*** Raw data Section Begins ***

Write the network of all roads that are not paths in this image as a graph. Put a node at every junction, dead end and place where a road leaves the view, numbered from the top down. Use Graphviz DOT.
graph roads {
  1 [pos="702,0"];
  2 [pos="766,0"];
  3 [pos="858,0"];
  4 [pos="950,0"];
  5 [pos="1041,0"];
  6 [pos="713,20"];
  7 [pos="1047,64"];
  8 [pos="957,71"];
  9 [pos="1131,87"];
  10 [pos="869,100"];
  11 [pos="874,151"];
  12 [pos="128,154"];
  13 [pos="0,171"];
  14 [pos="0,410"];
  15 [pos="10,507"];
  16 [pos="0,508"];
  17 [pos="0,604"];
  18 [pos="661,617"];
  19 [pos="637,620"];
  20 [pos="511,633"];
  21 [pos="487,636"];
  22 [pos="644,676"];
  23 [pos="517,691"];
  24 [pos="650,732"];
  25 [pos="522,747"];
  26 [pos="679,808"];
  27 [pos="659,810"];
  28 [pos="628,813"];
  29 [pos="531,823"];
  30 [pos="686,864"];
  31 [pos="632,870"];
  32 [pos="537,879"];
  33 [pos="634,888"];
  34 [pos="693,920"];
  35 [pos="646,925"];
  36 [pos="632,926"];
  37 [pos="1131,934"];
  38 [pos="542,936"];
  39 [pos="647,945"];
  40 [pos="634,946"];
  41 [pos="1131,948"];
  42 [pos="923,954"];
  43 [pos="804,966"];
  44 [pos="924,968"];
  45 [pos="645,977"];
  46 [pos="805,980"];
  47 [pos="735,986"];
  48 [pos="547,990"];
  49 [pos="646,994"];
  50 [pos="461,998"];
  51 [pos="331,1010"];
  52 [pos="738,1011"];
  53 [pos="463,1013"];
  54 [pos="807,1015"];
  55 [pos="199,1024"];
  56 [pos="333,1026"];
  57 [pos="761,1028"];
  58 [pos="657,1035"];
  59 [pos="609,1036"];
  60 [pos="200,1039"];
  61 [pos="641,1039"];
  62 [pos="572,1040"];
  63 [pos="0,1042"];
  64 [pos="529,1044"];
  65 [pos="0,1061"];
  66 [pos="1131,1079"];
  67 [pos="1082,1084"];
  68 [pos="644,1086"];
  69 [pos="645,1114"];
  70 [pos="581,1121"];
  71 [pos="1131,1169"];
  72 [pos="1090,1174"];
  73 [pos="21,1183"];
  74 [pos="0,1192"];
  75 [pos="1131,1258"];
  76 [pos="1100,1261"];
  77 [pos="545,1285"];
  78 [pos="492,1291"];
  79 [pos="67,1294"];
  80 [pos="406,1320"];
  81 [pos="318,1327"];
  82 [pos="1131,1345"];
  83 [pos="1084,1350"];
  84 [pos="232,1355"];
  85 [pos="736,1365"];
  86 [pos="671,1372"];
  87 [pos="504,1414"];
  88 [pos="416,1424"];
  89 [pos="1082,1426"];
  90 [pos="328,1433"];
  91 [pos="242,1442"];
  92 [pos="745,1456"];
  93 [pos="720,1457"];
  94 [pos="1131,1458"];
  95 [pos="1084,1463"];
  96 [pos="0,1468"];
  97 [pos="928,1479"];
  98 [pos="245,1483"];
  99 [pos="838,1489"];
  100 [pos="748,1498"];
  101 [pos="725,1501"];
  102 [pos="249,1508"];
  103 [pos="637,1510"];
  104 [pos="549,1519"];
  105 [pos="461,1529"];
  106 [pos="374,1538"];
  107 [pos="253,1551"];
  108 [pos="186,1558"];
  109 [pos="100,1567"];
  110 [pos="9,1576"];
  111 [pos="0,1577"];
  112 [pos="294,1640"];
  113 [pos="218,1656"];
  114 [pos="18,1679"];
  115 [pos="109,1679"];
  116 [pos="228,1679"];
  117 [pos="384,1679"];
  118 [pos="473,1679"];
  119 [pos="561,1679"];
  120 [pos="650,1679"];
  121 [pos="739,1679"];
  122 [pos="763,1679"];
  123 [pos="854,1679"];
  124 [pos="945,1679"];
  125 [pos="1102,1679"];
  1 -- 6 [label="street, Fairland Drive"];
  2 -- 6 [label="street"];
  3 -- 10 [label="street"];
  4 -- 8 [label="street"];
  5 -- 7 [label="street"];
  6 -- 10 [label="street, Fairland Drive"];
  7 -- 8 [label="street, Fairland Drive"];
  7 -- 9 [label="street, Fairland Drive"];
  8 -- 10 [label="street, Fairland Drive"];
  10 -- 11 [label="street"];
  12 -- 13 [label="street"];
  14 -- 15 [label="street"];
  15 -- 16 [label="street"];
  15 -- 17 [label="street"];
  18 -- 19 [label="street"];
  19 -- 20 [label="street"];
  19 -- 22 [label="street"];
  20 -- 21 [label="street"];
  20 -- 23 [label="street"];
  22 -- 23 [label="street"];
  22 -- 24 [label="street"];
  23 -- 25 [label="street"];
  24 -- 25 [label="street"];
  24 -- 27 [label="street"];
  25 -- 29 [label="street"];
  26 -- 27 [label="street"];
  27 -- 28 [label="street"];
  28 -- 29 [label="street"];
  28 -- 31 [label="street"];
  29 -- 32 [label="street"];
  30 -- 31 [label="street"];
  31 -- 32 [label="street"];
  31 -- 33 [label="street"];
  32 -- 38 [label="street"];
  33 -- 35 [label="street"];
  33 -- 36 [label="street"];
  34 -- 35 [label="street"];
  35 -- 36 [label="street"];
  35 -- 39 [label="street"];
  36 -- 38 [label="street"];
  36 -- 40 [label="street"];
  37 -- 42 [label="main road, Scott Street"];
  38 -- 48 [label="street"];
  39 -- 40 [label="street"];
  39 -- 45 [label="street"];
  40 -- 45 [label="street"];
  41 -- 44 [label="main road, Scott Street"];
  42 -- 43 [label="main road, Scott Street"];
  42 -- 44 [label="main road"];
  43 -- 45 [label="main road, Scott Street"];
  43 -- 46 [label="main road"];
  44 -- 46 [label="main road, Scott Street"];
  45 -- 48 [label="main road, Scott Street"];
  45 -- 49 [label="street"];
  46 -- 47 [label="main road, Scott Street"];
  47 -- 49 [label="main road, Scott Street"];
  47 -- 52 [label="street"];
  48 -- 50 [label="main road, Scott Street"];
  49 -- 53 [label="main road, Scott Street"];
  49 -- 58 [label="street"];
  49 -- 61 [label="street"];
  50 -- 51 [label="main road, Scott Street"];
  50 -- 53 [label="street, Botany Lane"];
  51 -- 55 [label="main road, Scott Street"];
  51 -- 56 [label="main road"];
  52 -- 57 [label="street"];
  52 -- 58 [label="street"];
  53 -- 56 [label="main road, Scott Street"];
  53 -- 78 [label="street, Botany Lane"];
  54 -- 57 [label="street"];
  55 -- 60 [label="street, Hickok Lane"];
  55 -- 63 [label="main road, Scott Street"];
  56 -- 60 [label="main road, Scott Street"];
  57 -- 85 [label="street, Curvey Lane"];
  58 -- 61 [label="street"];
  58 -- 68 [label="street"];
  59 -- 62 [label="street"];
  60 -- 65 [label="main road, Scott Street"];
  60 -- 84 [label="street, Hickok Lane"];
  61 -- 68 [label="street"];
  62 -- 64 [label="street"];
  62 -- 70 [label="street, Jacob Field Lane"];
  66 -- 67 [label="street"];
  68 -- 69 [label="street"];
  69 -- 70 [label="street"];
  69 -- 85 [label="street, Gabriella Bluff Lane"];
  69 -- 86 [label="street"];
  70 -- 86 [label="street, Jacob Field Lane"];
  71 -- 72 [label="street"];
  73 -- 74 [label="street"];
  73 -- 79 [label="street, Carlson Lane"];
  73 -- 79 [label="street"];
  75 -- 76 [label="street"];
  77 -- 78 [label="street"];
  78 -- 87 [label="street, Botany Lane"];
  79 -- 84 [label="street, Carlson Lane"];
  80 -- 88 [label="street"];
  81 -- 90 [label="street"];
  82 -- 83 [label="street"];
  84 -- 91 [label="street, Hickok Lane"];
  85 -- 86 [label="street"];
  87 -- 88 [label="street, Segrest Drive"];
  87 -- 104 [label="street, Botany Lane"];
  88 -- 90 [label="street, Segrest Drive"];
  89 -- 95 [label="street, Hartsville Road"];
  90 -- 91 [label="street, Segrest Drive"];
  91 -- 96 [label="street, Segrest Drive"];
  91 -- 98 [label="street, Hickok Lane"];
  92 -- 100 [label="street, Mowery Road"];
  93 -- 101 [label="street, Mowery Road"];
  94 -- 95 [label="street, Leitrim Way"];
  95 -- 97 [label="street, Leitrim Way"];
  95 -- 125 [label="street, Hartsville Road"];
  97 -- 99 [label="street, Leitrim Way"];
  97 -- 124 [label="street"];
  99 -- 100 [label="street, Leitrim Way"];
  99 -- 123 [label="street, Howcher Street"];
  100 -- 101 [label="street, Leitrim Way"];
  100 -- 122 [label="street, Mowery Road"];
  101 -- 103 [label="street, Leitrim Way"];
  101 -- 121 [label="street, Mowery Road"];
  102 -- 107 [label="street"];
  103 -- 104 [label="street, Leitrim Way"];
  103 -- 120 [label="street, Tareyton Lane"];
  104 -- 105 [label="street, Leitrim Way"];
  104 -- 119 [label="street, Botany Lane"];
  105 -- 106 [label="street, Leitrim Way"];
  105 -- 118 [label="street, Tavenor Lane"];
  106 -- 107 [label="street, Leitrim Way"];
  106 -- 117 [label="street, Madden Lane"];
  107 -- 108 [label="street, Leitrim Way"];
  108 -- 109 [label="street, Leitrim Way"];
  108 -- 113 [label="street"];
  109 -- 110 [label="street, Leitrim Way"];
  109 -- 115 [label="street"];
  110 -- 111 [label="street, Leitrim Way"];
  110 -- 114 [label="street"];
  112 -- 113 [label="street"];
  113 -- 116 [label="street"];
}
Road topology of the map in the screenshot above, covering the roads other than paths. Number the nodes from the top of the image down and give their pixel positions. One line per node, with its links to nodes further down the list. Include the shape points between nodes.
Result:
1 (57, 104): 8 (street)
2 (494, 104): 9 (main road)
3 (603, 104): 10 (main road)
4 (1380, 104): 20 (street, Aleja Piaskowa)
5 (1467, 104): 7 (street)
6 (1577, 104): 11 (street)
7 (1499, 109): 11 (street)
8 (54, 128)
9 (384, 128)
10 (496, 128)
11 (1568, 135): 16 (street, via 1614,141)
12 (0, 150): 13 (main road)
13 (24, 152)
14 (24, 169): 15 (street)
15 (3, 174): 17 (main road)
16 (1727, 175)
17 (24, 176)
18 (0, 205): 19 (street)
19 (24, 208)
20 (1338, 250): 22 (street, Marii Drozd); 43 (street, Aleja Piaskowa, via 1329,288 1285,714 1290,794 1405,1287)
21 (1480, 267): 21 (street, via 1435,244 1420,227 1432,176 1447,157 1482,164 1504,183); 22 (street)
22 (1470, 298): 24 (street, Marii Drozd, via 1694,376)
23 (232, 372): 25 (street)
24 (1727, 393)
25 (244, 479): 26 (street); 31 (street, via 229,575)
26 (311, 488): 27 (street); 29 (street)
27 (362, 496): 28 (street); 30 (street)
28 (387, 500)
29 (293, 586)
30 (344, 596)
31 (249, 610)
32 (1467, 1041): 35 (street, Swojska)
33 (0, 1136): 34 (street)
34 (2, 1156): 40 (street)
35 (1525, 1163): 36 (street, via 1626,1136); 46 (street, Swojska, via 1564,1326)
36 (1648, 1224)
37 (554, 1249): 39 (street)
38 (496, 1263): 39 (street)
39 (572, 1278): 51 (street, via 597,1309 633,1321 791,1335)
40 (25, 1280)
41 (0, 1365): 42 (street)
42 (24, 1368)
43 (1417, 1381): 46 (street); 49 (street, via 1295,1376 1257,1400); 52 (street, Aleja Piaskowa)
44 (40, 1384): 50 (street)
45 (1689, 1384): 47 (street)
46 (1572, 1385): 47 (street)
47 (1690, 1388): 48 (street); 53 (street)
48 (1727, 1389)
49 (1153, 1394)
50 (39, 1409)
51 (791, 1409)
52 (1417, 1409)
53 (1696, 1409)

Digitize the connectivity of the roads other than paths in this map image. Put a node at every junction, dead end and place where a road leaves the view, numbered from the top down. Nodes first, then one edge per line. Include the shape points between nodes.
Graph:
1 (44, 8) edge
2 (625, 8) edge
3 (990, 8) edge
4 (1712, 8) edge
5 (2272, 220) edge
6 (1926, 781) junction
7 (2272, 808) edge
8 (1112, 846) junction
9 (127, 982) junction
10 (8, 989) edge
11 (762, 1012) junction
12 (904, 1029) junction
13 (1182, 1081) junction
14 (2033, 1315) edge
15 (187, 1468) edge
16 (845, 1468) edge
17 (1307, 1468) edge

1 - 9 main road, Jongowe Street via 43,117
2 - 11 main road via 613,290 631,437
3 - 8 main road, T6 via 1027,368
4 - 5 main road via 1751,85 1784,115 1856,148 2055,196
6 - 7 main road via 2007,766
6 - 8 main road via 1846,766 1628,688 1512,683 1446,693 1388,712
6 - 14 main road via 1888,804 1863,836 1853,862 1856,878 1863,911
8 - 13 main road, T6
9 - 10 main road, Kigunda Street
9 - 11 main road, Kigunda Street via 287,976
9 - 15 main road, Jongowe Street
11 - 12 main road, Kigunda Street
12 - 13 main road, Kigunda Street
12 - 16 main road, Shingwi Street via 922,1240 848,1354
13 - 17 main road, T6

*** Raw data Section Ends ***

_What is expected_
State how many lines in the material include the string "Carlson". Nothing other than the number is wanted.

_Answer section_
2